Yes, this is a book by a historian; there’s no question about it. But disappointingly, there is not much in it about a number of important Indian political personalities, such as Vishwanath Pratap Singh, P.V. Narasimha Rao, Atal Bihari Vajpayee and Manmohan Singh. To this reviewer, the most glaring omission in Chatterji’s tome is the near-complete exclusion of an evaluation and critique of the nine-year tenure of the current prime minister, Narendra Modi. Chatterji is, of course, entitled to be more preoccupied with and concerned about what happened in the latter part of the twentieth century; moreover, the subtitle of her book reads “The South Asian Twentieth Century.”

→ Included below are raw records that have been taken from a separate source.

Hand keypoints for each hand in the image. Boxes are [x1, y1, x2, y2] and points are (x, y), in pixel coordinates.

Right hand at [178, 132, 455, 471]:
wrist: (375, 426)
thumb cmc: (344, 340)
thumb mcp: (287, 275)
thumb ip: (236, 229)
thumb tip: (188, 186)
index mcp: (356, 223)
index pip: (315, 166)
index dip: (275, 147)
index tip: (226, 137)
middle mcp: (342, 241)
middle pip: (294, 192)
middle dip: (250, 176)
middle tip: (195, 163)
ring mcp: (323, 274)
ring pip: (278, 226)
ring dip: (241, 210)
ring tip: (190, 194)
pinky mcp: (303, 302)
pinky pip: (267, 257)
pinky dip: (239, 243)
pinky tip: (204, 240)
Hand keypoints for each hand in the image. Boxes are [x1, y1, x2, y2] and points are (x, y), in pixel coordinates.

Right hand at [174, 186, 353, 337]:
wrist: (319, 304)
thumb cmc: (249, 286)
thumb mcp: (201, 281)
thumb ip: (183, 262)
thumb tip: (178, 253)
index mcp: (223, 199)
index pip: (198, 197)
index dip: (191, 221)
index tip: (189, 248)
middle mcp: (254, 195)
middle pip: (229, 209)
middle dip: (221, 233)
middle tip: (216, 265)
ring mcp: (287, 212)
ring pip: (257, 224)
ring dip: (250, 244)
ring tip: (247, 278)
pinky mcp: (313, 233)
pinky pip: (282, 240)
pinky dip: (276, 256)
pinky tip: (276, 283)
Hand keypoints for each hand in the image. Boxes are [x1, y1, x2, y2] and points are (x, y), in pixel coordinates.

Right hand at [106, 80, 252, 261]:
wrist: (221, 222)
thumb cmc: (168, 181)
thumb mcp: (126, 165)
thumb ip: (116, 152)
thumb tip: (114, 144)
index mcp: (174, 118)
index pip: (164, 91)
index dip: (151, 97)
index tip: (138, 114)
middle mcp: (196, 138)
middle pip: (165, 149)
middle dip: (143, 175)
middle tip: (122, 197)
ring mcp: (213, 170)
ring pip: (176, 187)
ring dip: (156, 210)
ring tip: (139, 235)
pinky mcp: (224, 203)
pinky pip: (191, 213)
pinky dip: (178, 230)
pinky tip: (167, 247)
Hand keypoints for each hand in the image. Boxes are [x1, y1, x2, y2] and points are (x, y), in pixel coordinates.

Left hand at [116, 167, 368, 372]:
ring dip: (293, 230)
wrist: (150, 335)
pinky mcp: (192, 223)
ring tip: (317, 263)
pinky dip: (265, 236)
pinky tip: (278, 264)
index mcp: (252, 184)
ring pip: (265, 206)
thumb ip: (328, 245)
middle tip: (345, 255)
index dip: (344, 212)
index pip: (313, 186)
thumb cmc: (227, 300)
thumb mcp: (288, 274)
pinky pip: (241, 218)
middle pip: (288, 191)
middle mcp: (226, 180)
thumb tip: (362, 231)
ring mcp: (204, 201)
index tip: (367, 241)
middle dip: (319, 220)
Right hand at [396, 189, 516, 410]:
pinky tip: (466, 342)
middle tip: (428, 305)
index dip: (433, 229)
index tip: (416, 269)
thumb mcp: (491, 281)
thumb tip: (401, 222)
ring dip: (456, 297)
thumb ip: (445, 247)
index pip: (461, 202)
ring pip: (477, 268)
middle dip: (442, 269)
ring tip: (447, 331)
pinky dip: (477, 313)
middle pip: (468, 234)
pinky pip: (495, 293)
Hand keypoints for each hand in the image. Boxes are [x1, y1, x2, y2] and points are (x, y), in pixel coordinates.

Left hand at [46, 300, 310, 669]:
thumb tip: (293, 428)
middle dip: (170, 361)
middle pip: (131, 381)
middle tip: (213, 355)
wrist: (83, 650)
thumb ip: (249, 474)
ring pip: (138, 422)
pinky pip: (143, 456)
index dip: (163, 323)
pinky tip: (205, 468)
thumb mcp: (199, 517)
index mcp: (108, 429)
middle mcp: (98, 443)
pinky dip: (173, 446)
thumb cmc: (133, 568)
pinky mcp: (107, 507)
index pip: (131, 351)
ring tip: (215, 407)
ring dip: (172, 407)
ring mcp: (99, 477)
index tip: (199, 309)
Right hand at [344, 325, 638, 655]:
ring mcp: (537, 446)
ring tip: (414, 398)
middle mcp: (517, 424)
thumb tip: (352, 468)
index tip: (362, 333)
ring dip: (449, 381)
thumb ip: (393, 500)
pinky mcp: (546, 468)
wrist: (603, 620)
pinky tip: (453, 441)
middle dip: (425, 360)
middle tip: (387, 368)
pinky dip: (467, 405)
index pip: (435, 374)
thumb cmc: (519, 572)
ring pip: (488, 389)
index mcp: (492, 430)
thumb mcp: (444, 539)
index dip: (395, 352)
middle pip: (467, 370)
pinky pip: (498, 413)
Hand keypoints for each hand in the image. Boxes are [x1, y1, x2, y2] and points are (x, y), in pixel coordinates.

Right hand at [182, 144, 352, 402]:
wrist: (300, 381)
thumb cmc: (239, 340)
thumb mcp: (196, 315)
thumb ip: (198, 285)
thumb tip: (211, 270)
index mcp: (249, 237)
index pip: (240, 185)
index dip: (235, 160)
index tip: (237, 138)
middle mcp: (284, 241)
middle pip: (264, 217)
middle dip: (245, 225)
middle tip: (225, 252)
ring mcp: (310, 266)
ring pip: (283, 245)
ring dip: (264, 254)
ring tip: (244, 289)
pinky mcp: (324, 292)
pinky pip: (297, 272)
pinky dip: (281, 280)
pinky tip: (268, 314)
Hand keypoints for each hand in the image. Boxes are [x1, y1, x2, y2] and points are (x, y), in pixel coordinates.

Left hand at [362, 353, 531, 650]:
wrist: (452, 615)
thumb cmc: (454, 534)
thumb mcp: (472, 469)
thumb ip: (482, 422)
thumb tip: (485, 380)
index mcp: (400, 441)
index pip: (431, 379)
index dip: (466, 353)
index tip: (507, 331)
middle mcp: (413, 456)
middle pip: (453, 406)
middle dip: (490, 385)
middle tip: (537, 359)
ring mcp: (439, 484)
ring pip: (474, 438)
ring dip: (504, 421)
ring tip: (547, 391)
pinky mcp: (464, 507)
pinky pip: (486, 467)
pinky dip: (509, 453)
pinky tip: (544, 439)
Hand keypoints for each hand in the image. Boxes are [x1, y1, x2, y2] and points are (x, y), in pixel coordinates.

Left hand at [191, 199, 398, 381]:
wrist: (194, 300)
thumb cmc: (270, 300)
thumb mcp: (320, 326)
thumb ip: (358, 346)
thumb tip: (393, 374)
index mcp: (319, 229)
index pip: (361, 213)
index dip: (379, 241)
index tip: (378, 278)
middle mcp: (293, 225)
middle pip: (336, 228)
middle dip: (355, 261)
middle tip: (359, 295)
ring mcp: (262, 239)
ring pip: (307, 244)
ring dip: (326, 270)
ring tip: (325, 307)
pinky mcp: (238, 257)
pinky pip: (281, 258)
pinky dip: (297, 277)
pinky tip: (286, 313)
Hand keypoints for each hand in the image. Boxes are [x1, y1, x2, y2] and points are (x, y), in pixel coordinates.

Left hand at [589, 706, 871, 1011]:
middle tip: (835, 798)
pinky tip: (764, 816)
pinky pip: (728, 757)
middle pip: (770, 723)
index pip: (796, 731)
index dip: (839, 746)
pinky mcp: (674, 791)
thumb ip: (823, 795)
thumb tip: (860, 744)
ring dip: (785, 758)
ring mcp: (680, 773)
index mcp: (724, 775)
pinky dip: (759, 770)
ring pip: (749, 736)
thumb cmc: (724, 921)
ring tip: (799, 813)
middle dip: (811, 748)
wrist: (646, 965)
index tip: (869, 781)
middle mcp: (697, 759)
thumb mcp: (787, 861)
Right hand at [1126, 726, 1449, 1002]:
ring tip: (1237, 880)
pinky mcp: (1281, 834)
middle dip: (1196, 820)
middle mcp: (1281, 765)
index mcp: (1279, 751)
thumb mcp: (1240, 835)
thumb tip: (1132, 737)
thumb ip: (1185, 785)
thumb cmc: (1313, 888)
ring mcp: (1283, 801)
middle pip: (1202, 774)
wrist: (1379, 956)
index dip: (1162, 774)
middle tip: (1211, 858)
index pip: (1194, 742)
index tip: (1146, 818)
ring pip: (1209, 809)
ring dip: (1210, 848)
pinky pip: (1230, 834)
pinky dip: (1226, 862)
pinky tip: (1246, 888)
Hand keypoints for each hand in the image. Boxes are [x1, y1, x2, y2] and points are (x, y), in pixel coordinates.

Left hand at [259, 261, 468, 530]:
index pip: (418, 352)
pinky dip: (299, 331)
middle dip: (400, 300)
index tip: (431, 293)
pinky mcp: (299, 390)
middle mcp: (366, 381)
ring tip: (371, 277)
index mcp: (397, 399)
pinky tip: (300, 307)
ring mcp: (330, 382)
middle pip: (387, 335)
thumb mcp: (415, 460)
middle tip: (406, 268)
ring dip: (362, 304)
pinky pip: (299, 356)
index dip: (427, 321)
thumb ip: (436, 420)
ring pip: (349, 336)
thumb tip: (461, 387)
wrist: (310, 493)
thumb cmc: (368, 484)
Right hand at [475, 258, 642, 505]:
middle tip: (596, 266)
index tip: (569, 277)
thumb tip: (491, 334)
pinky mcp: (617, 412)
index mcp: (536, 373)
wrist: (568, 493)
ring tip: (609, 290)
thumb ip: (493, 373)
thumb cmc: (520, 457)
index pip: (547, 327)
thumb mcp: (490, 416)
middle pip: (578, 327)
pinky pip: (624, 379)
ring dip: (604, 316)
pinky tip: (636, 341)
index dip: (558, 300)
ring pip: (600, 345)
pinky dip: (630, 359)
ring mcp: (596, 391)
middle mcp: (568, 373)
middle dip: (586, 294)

Yet, the sparse references to what has been happening in the subcontinent over the past two decades make the omission rather glaring. The single mention of the “Modi government” is all the more curious: the reviewer searched high and low and found no “Modi” in the 49-page index.

Be that as it may, where Chatterji is perhaps at her best is when she describes how a part of the world that was prosperous and enlightened in every sense of the word was ravaged by British colonial rule, made penurious and prone to frequent famines. As another historian and raconteur of the past, William Dalrymple, wrote in his review of the book in The Guardian, Chatterji’s volume is “hugely ambitious,” takes a “wide-angled” perspective but is not exactly the “first comprehensive history of South Asia over the entire 20th century” as claimed by the publisher. Rather, it is an account seen through “a nostalgic rear-view mirror.”

A professor of South Asian history and fellow at Trinity College, Cambridge, Chatterji was the editor of the scholarly journal, Modern Asian Studies, for ten years. She retired in 2019 for medical reasons. She acknowledges that a “platoon of doctors,” including a neurologist, planted the “seed” by advising her to write the one “big” book and drop all other work.

In the ‘uncorrected’ proof copy of the book, this reviewer noticed at least two glaring factual errors which, one hopes, will be corrected in the final publication. In the context of L.K. Advani’s rath yatra in the run-up to the demolition of the Babri Masjid in 1992, it is wrongly mentioned that the Somnath temple is in Odisha, not Gujarat. Also, Bankim Chandra Chattopadhyay’s Anandamath is mentioned as a play whereas it is a novel.